-- Opening Marker --

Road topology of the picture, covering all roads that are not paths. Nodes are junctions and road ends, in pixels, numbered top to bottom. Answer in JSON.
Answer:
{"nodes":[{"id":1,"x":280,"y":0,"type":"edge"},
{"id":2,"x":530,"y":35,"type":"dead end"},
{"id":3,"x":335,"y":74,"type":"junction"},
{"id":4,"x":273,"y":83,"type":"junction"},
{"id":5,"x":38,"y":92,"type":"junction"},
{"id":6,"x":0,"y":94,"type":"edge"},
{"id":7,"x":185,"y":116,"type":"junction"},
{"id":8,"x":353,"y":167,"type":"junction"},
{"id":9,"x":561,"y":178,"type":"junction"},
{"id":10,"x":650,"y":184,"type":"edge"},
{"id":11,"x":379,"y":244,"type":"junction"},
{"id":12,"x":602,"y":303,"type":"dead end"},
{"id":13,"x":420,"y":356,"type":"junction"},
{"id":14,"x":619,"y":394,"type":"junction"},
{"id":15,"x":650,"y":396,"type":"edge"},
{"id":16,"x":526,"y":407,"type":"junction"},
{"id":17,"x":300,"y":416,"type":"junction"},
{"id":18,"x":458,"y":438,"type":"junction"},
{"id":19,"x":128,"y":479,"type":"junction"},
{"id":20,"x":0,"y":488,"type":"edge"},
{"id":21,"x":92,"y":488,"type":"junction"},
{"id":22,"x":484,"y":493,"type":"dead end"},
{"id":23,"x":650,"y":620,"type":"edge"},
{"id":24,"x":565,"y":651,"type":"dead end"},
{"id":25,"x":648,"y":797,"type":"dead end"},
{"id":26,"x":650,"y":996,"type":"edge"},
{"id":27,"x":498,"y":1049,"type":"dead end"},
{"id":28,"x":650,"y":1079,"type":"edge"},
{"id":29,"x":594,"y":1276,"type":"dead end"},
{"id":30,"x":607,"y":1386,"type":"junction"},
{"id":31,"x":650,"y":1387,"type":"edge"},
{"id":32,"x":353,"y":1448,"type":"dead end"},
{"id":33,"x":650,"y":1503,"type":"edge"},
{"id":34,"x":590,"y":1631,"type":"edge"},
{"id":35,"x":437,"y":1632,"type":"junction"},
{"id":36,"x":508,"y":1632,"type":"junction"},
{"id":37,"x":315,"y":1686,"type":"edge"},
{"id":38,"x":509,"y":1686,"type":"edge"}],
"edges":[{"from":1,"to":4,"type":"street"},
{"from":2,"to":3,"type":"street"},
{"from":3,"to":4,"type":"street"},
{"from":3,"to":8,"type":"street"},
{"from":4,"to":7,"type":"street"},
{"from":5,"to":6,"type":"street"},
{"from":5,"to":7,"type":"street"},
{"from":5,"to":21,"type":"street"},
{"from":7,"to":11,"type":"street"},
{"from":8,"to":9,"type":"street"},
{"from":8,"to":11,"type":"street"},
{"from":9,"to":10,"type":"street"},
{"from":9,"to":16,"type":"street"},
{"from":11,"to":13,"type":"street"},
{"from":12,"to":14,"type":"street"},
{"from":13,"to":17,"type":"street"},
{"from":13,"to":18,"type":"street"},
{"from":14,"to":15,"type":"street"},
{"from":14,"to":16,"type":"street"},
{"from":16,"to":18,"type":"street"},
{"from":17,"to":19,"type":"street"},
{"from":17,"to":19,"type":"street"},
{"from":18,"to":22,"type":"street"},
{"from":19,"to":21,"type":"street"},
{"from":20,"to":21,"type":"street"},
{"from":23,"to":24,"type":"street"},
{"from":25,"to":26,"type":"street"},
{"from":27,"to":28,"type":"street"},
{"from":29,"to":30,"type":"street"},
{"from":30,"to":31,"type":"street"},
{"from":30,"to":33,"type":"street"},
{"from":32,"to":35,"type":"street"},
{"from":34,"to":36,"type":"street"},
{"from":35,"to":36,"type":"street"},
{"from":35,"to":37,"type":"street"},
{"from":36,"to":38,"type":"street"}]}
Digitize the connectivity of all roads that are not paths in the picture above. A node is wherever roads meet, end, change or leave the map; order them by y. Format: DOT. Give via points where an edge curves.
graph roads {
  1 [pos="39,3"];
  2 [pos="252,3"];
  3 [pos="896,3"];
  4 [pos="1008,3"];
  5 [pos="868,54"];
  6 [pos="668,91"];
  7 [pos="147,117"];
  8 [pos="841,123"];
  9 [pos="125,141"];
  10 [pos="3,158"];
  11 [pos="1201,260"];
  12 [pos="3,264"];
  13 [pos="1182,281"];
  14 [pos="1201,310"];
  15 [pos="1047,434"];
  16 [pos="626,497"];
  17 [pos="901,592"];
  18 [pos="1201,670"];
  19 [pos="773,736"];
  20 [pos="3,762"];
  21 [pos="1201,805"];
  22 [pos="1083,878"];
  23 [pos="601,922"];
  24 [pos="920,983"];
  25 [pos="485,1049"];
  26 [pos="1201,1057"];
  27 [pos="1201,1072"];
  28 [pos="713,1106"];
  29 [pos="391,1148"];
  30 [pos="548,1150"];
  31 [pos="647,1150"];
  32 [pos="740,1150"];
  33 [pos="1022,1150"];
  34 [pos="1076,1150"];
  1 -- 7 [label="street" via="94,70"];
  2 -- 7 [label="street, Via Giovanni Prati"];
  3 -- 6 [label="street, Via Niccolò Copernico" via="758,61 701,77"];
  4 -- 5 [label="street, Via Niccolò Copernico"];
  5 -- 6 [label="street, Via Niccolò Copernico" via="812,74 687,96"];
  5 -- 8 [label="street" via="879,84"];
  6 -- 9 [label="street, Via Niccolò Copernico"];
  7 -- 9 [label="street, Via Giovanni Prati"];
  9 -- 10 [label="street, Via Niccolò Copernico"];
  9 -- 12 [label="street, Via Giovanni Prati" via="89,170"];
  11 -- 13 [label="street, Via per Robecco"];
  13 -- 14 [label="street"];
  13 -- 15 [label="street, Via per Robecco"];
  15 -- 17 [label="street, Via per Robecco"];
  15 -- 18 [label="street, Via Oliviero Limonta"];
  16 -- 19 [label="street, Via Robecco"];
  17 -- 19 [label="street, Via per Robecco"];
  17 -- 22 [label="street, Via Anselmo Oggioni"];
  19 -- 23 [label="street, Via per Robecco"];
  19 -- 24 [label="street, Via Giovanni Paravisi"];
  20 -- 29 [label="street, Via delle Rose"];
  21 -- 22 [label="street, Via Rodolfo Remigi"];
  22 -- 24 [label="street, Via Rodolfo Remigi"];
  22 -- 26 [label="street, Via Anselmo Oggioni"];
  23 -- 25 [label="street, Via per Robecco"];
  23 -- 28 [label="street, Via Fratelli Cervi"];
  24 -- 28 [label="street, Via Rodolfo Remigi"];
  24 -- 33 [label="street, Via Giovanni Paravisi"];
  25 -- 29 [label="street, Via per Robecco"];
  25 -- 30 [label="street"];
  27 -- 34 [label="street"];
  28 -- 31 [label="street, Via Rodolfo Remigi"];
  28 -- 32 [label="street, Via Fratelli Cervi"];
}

-- Closing Marker --

- Exercise aim
From first line to last, transcribe the material exactly.

- Problem solution
Road topology of the picture, covering all roads that are not paths. Nodes are junctions and road ends, in pixels, numbered top to bottom. Answer in JSON.
Answer:
{"nodes":[{"id":1,"x":280,"y":0,"type":"edge"},
{"id":2,"x":530,"y":35,"type":"dead end"},
{"id":3,"x":335,"y":74,"type":"junction"},
{"id":4,"x":273,"y":83,"type":"junction"},
{"id":5,"x":38,"y":92,"type":"junction"},
{"id":6,"x":0,"y":94,"type":"edge"},
{"id":7,"x":185,"y":116,"type":"junction"},
{"id":8,"x":353,"y":167,"type":"junction"},
{"id":9,"x":561,"y":178,"type":"junction"},
{"id":10,"x":650,"y":184,"type":"edge"},
{"id":11,"x":379,"y":244,"type":"junction"},
{"id":12,"x":602,"y":303,"type":"dead end"},
{"id":13,"x":420,"y":356,"type":"junction"},
{"id":14,"x":619,"y":394,"type":"junction"},
{"id":15,"x":650,"y":396,"type":"edge"},
{"id":16,"x":526,"y":407,"type":"junction"},
{"id":17,"x":300,"y":416,"type":"junction"},
{"id":18,"x":458,"y":438,"type":"junction"},
{"id":19,"x":128,"y":479,"type":"junction"},
{"id":20,"x":0,"y":488,"type":"edge"},
{"id":21,"x":92,"y":488,"type":"junction"},
{"id":22,"x":484,"y":493,"type":"dead end"},
{"id":23,"x":650,"y":620,"type":"edge"},
{"id":24,"x":565,"y":651,"type":"dead end"},
{"id":25,"x":648,"y":797,"type":"dead end"},
{"id":26,"x":650,"y":996,"type":"edge"},
{"id":27,"x":498,"y":1049,"type":"dead end"},
{"id":28,"x":650,"y":1079,"type":"edge"},
{"id":29,"x":594,"y":1276,"type":"dead end"},
{"id":30,"x":607,"y":1386,"type":"junction"},
{"id":31,"x":650,"y":1387,"type":"edge"},
{"id":32,"x":353,"y":1448,"type":"dead end"},
{"id":33,"x":650,"y":1503,"type":"edge"},
{"id":34,"x":590,"y":1631,"type":"edge"},
{"id":35,"x":437,"y":1632,"type":"junction"},
{"id":36,"x":508,"y":1632,"type":"junction"},
{"id":37,"x":315,"y":1686,"type":"edge"},
{"id":38,"x":509,"y":1686,"type":"edge"}],
"edges":[{"from":1,"to":4,"type":"street"},
{"from":2,"to":3,"type":"street"},
{"from":3,"to":4,"type":"street"},
{"from":3,"to":8,"type":"street"},
{"from":4,"to":7,"type":"street"},
{"from":5,"to":6,"type":"street"},
{"from":5,"to":7,"type":"street"},
{"from":5,"to":21,"type":"street"},
{"from":7,"to":11,"type":"street"},
{"from":8,"to":9,"type":"street"},
{"from":8,"to":11,"type":"street"},
{"from":9,"to":10,"type":"street"},
{"from":9,"to":16,"type":"street"},
{"from":11,"to":13,"type":"street"},
{"from":12,"to":14,"type":"street"},
{"from":13,"to":17,"type":"street"},
{"from":13,"to":18,"type":"street"},
{"from":14,"to":15,"type":"street"},
{"from":14,"to":16,"type":"street"},
{"from":16,"to":18,"type":"street"},
{"from":17,"to":19,"type":"street"},
{"from":17,"to":19,"type":"street"},
{"from":18,"to":22,"type":"street"},
{"from":19,"to":21,"type":"street"},
{"from":20,"to":21,"type":"street"},
{"from":23,"to":24,"type":"street"},
{"from":25,"to":26,"type":"street"},
{"from":27,"to":28,"type":"street"},
{"from":29,"to":30,"type":"street"},
{"from":30,"to":31,"type":"street"},
{"from":30,"to":33,"type":"street"},
{"from":32,"to":35,"type":"street"},
{"from":34,"to":36,"type":"street"},
{"from":35,"to":36,"type":"street"},
{"from":35,"to":37,"type":"street"},
{"from":36,"to":38,"type":"street"}]}
Digitize the connectivity of all roads that are not paths in the picture above. A node is wherever roads meet, end, change or leave the map; order them by y. Format: DOT. Give via points where an edge curves.
graph roads {
  1 [pos="39,3"];
  2 [pos="252,3"];
  3 [pos="896,3"];
  4 [pos="1008,3"];
  5 [pos="868,54"];
  6 [pos="668,91"];
  7 [pos="147,117"];
  8 [pos="841,123"];
  9 [pos="125,141"];
  10 [pos="3,158"];
  11 [pos="1201,260"];
  12 [pos="3,264"];
  13 [pos="1182,281"];
  14 [pos="1201,310"];
  15 [pos="1047,434"];
  16 [pos="626,497"];
  17 [pos="901,592"];
  18 [pos="1201,670"];
  19 [pos="773,736"];
  20 [pos="3,762"];
  21 [pos="1201,805"];
  22 [pos="1083,878"];
  23 [pos="601,922"];
  24 [pos="920,983"];
  25 [pos="485,1049"];
  26 [pos="1201,1057"];
  27 [pos="1201,1072"];
  28 [pos="713,1106"];
  29 [pos="391,1148"];
  30 [pos="548,1150"];
  31 [pos="647,1150"];
  32 [pos="740,1150"];
  33 [pos="1022,1150"];
  34 [pos="1076,1150"];
  1 -- 7 [label="street" via="94,70"];
  2 -- 7 [label="street, Via Giovanni Prati"];
  3 -- 6 [label="street, Via Niccolò Copernico" via="758,61 701,77"];
  4 -- 5 [label="street, Via Niccolò Copernico"];
  5 -- 6 [label="street, Via Niccolò Copernico" via="812,74 687,96"];
  5 -- 8 [label="street" via="879,84"];
  6 -- 9 [label="street, Via Niccolò Copernico"];
  7 -- 9 [label="street, Via Giovanni Prati"];
  9 -- 10 [label="street, Via Niccolò Copernico"];
  9 -- 12 [label="street, Via Giovanni Prati" via="89,170"];
  11 -- 13 [label="street, Via per Robecco"];
  13 -- 14 [label="street"];
  13 -- 15 [label="street, Via per Robecco"];
  15 -- 17 [label="street, Via per Robecco"];
  15 -- 18 [label="street, Via Oliviero Limonta"];
  16 -- 19 [label="street, Via Robecco"];
  17 -- 19 [label="street, Via per Robecco"];
  17 -- 22 [label="street, Via Anselmo Oggioni"];
  19 -- 23 [label="street, Via per Robecco"];
  19 -- 24 [label="street, Via Giovanni Paravisi"];
  20 -- 29 [label="street, Via delle Rose"];
  21 -- 22 [label="street, Via Rodolfo Remigi"];
  22 -- 24 [label="street, Via Rodolfo Remigi"];
  22 -- 26 [label="street, Via Anselmo Oggioni"];
  23 -- 25 [label="street, Via per Robecco"];
  23 -- 28 [label="street, Via Fratelli Cervi"];
  24 -- 28 [label="street, Via Rodolfo Remigi"];
  24 -- 33 [label="street, Via Giovanni Paravisi"];
  25 -- 29 [label="street, Via per Robecco"];
  25 -- 30 [label="street"];
  27 -- 34 [label="street"];
  28 -- 31 [label="street, Via Rodolfo Remigi"];
  28 -- 32 [label="street, Via Fratelli Cervi"];
}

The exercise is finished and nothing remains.